So, as the result of a Facebook conversation that is totally tangential, I just reread and explicated Frost’s “Mending Wall.” I forgot how much I missed poetry. And prose, for that matter, but really just dialogue and subtext and the myriad gaps that are open to interpretation in any scene. It set my mind spinning and I wanted to get some of it down. What I got? Explication, David Foster Wallace, social anxiety, mindblindness, Borat’s cousin, and the flip side of existential loneliness.
The poem is here if you’re interested. My take on it is that the narrator, while being very sympathetic to the reader, is not terribly empathetic to his neighbor. His dismissal of his neighbor’s motivation in repeating the “Good fences make good neighbors” line—“having thought of it so well”—strikes me as perhaps referring instead to the narrator’s self-satisfaction in the unorthodox approach. It certainly condescends to the neighbor. It may very well be the case that the neighbor repeats the line because the narrator’s soliloquy on wall-destruction reminds the neighbor precisely wherefore the wall: the narrator is nice enough when they’re rebuilding together, but maybe not someone he wants just wandering into his yard.
When I was younger, I’m sure I didn’t see this potential interpretation. Moreover, I’m confident that I thought my own interpretation—the first layer, wherein the narrator’s dismissal of the wall and its justification is read straight—was the correct and only interpretation. I’m a lot less confident about that now. There’s not a lot you can be sure of from just text.

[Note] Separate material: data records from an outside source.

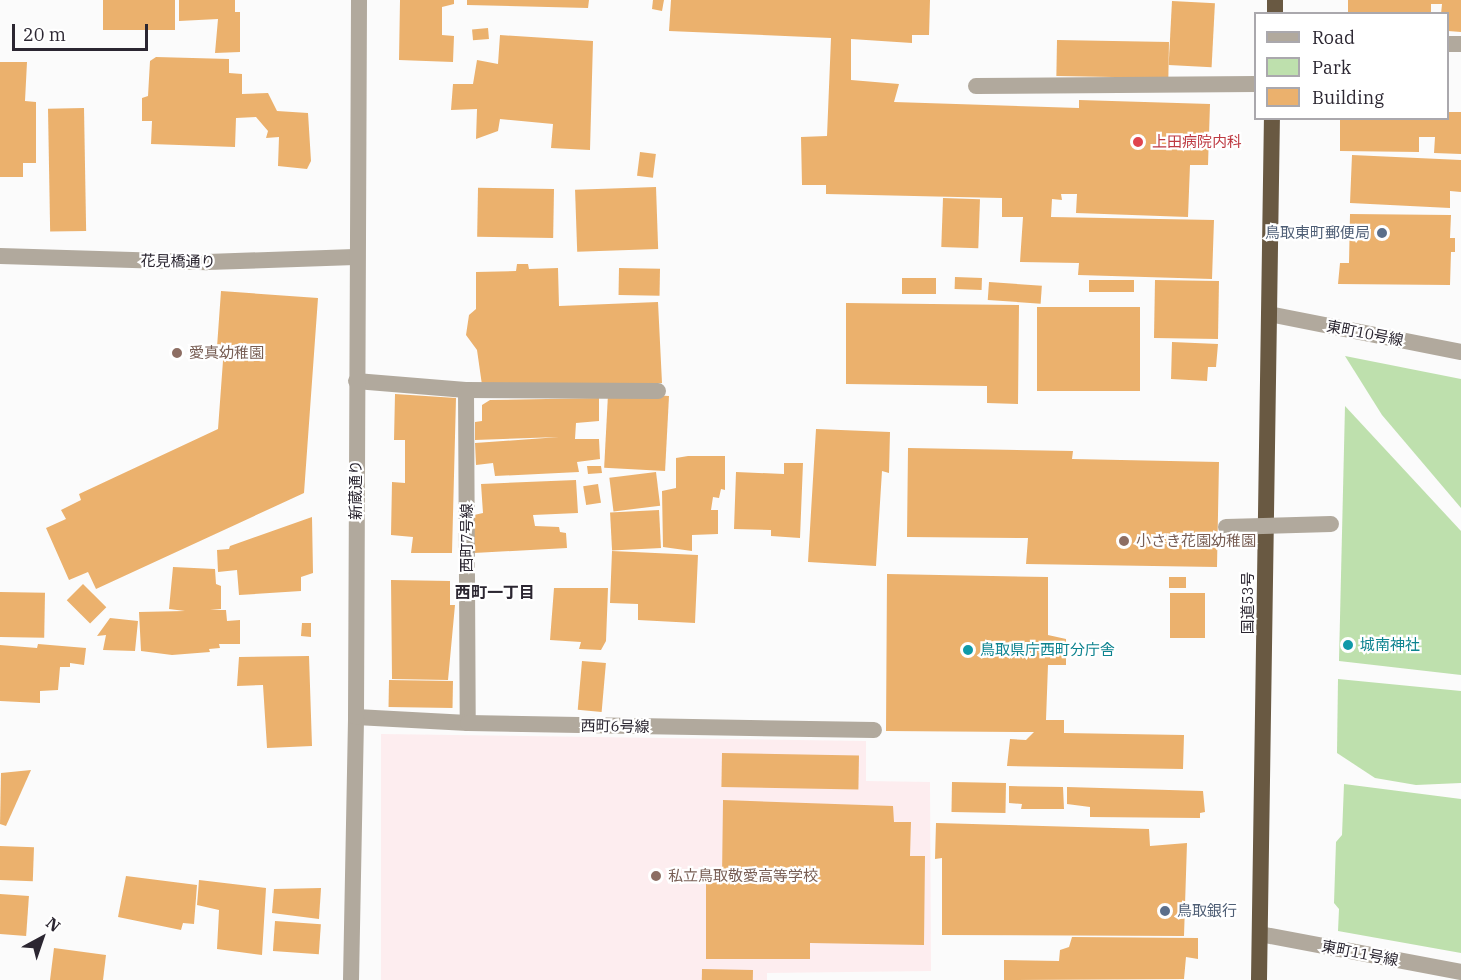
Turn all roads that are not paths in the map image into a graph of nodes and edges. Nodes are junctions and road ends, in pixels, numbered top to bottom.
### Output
1 (359, 0) edge
2 (1254, 84) edge
3 (976, 86) dead end
4 (1272, 120) edge
5 (0, 256) edge
6 (356, 257) junction
7 (1269, 314) junction
8 (1461, 352) edge
9 (356, 381) junction
10 (466, 390) junction
11 (658, 391) dead end
12 (1331, 524) dead end
13 (1226, 527) dead end
14 (356, 717) junction
15 (468, 723) junction
16 (874, 730) dead end
17 (1260, 934) junction
18 (1461, 972) edge
19 (351, 980) edge
20 (1259, 980) edge

1 - 6 street, 新蔵通り
2 - 3 street
4 - 7 highway, 国道53号
5 - 6 street, 花見橋通り
6 - 9 street, 新蔵通り
7 - 8 street, 東町10号線
7 - 17 highway, 国道53号
9 - 10 street
9 - 14 street, 新蔵通り
10 - 11 street
10 - 15 street, 西町7号線
12 - 13 street, bridge
14 - 15 street, 西町6号線
14 - 19 street, 新蔵通り
15 - 16 street, 西町6号線
17 - 18 street, 東町11号線
17 - 20 highway, 国道53号

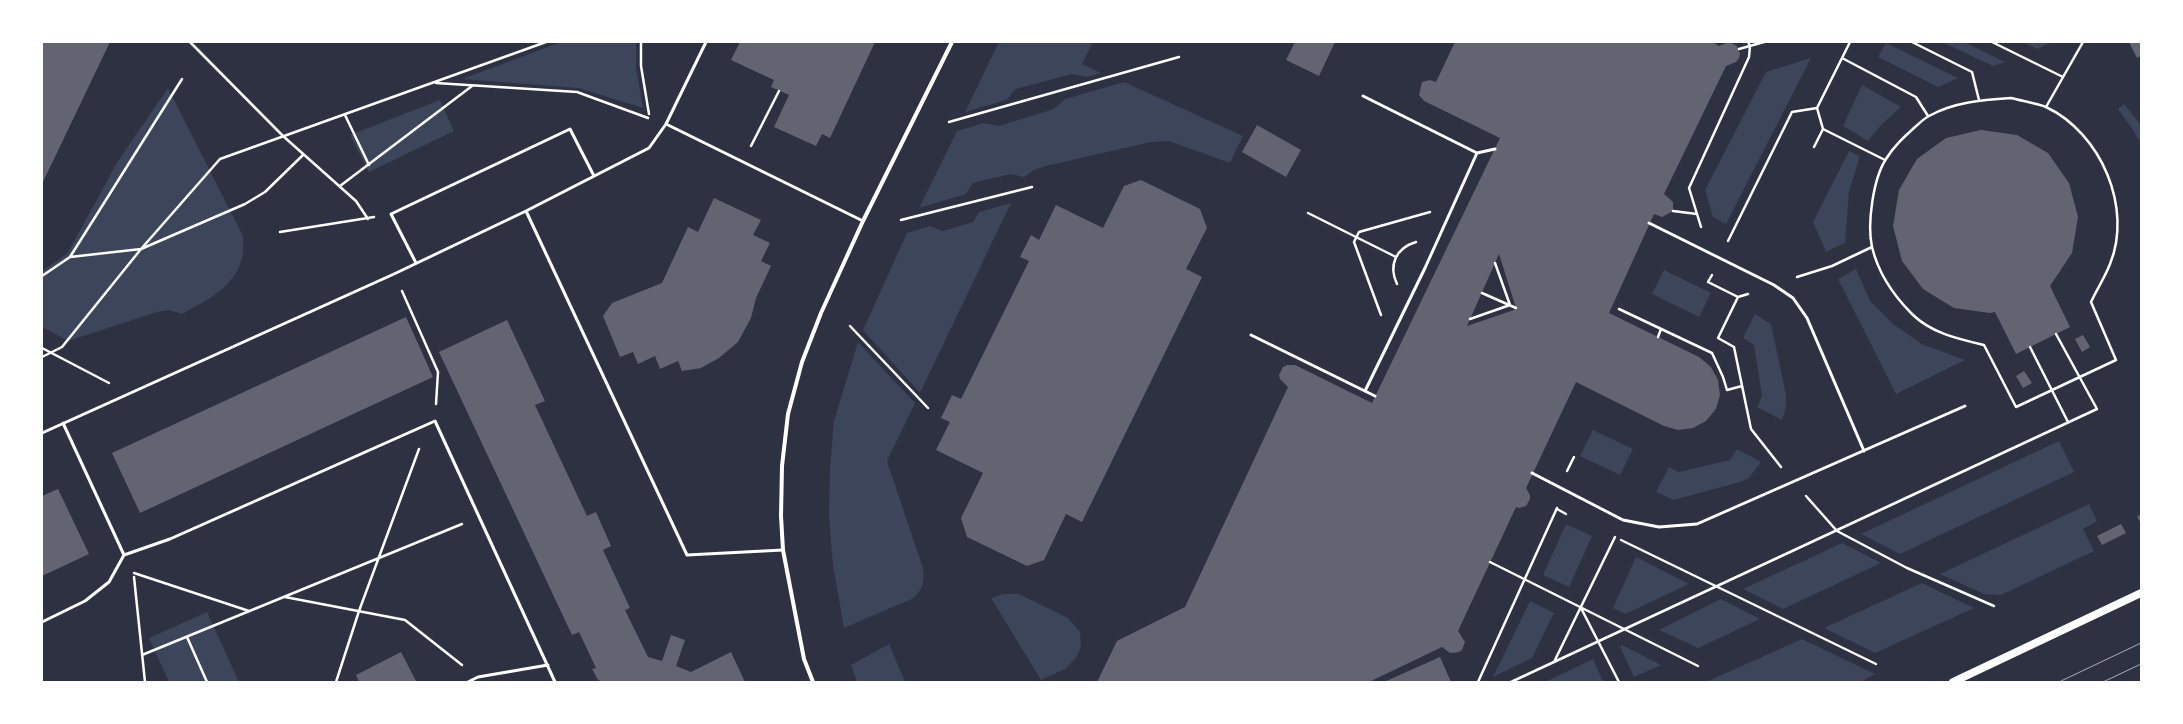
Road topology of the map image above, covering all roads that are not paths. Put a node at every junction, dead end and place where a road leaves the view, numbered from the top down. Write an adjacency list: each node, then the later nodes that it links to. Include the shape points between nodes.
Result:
1 (706, 42): 4 (lane)
2 (952, 42): 9 (street)
3 (1363, 96): 6 (lane)
4 (666, 124): 7 (lane, via 649,148); 9 (lane)
5 (1495, 149): 6 (lane)
6 (1477, 154): 13 (lane)
7 (594, 176): 8 (lane); 11 (lane, via 570,129 391,214)
8 (526, 211): 11 (lane); 20 (lane, via 687,555)
9 (863, 222): 20 (street, via 821,313 802,362 788,414 782,466)
10 (1649, 223): 18 (lane, via 1774,285 1793,298 1807,318)
11 (416, 264): 16 (lane)
12 (1250, 335): 13 (lane)
13 (1365, 391): 14 (lane)
14 (1375, 396)
15 (1965, 406): 18 (lane)
16 (63, 423): 17 (lane); 21 (lane)
17 (42, 433)
18 (1864, 451): 19 (lane, via 1697,524 1659,527 1623,520)
19 (1532, 473)
20 (783, 550): 27 (street, via 804,659)
21 (124, 555): 23 (lane, via 109,582 85,601); 24 (lane, via 170,539 435,421)
22 (2141, 592): 28 (main road)
23 (42, 622)
24 (548, 665): 25 (lane, via 478,677); 26 (lane)
25 (468, 682)
26 (555, 682)
27 (813, 682)
28 (1953, 682)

One of the things I miss about reading narrative constantly was how thick the social soup was. Much of my time these days is spent in relative solitude—which I like, to be honest. I love people, and when I’m around them, I’m gregarious and talk too much (I come from kind of a loud family), and I enjoy it. But afterwards, I’m pretty wiped. People set my internal gears spinning and the analytical part of my brain keeps checking and understanding motivations and interests and back stories. Working by myself means that I can maintain an even keel, which is how I prefer to be. Narrative, which you can pick up and put down at will, is perfect, because it gives you simulations of social exchange—simulations that are not nearly so immersive or stimulating. Which is good.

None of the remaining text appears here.